The first time I started to experience psychosis I was very scared and confused. I used to be very anxious and worried about nearly every aspect in my life. After my diagnosis I did feel a little more relieved, there was now an answer to what I was thinking and feeling and it did help to put my mind, not at rest, but at least in some kind of order. The first time I was admitted into hospital it was quite weird, in regards to I didn’t know what to expect, I didn’t know anyone and I was living in an unfamiliar place with unfamiliar people, away from my friends and family.

 I soon started to fit in and I found the break away from my normal life refreshing. The help I received was starting to help me deal with psychosis. I was then discharged. A few months after this I was re-admitted into the same hospital. Again, it was still a little scary, a lot of my friends I had previously made had gone and I had to start again.

However, I soon found my feet and settled into my treatment. I found it quite hard to keep control of my thoughts and actions and was sectioned. This was very scary, I had no option to leave, and I felt like my whole world was taken away from me. Through medication and sessions with my doctor I got better and I now live at home. Although I didn’t think so at the time, I now know hospital was the right place for me. It meant I could, with the help from others, regain my composure and start to live my life in a “normal” way.
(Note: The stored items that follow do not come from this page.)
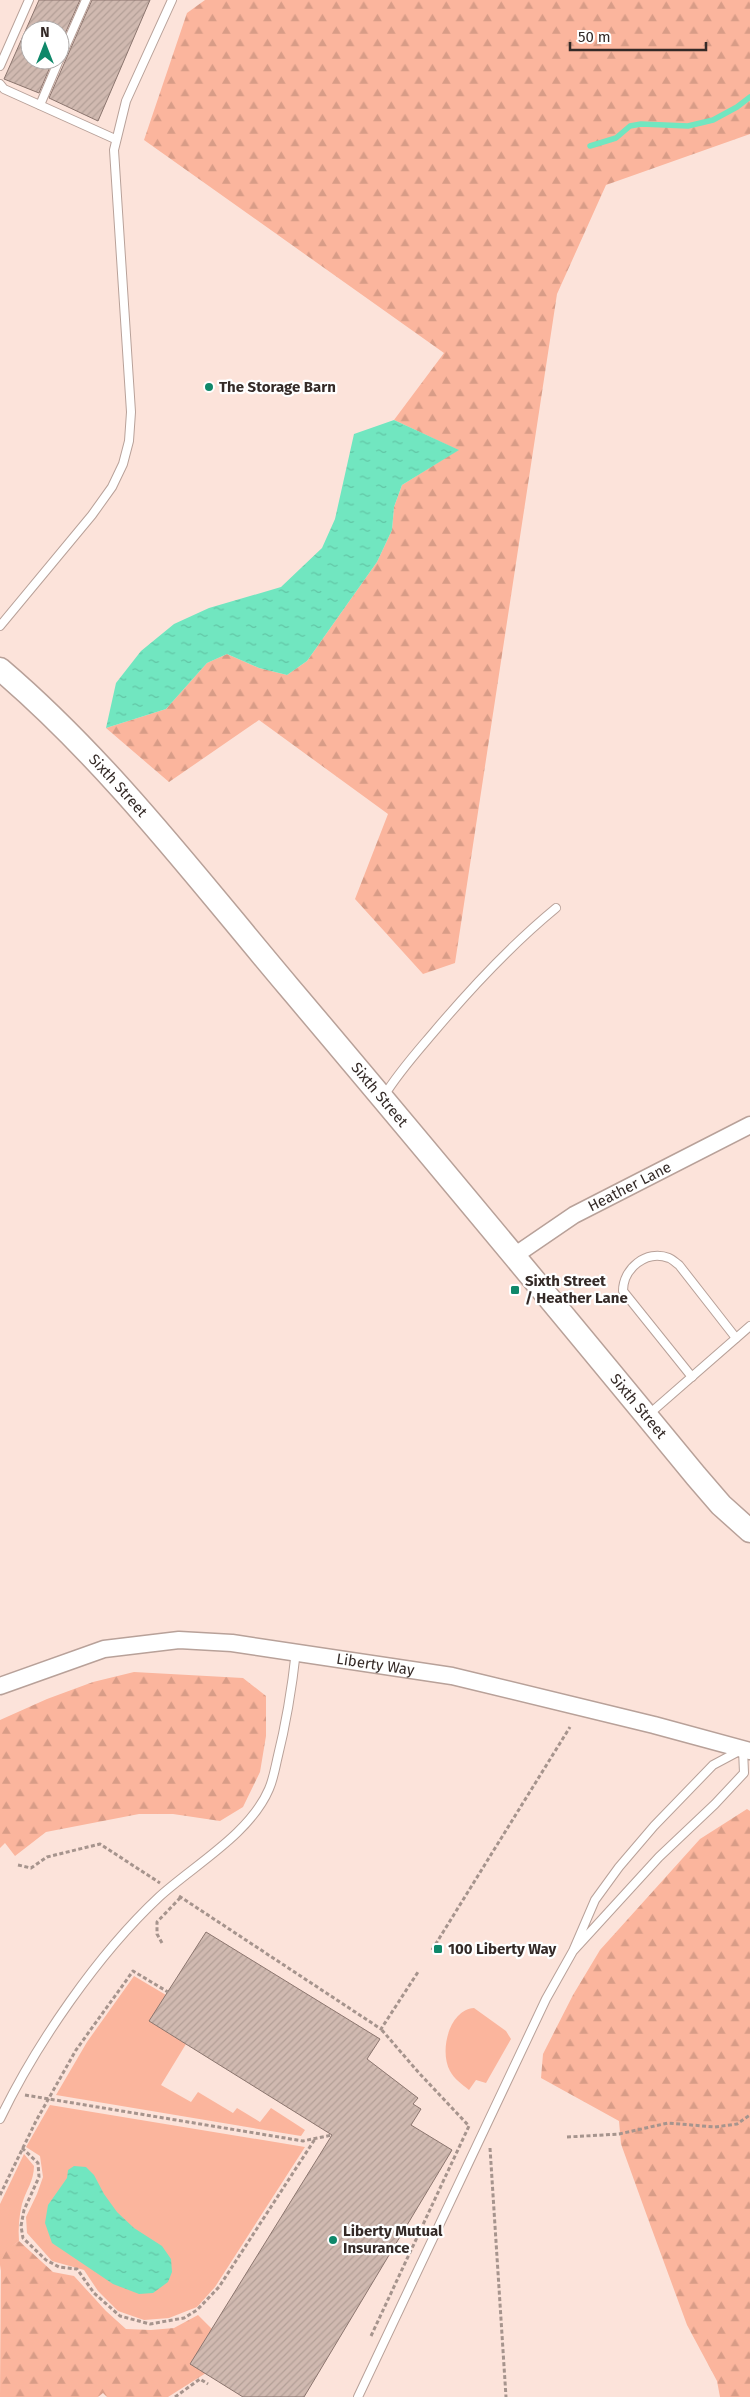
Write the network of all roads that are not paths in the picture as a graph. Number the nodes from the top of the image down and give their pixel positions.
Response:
1 (29, 0) edge
2 (86, 0) edge
3 (172, 0) edge
4 (70, 36) edge
5 (0, 66) edge
6 (55, 70) edge
7 (0, 84) edge
8 (40, 105) junction
9 (115, 139) junction
10 (0, 626) edge
11 (0, 669) edge
12 (556, 908) dead end
13 (383, 1098) junction
14 (750, 1125) edge
15 (514, 1256) junction
16 (750, 1326) edge
17 (736, 1338) junction
18 (692, 1377) junction
19 (646, 1417) junction
20 (750, 1531) edge
21 (296, 1651) junction
22 (0, 1686) edge
23 (747, 1750) edge
24 (573, 1951) junction
25 (0, 2118) edge
26 (358, 2397) edge

1 - 5 lane
2 - 4 lane
3 - 9 lane
6 - 8 lane
7 - 8 lane
8 - 9 lane
9 - 10 lane
11 - 13 main road, Sixth Street
12 - 13 lane
13 - 15 main road, Sixth Street
14 - 15 street, Heather Lane
15 - 19 main road, Sixth Street
16 - 17 lane
17 - 18 lane
17 - 18 lane
18 - 19 lane
19 - 20 main road, Sixth Street
21 - 22 street, Liberty Way
21 - 23 street, Liberty Way
21 - 25 lane
23 - 24 lane
23 - 24 lane
24 - 26 lane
Many activities in hospital kept my mind active but I did find the schooling rather patronising at times. To me, recovery is being able to find a way to get to grips with your problems, being able to focus on meaningful things and finding a way to look forward, even if you still have to deal with some of the problems. When I was in hospital I used to keep a note book full of thoughts and feelings, and although it seems a little stupid and embarrassing it did help, and I still do that, even now. I am now in my second year of college and am in the process of applying to university for next year. I enjoy college and my social life a lot more and I feel much less anxious about a lot of things. I find that Early Intervention Team helps me to keep well, and I regularly meet with my Care Coordinator . This is great because I know that even though I am out of hospital, I know that I’m not alone.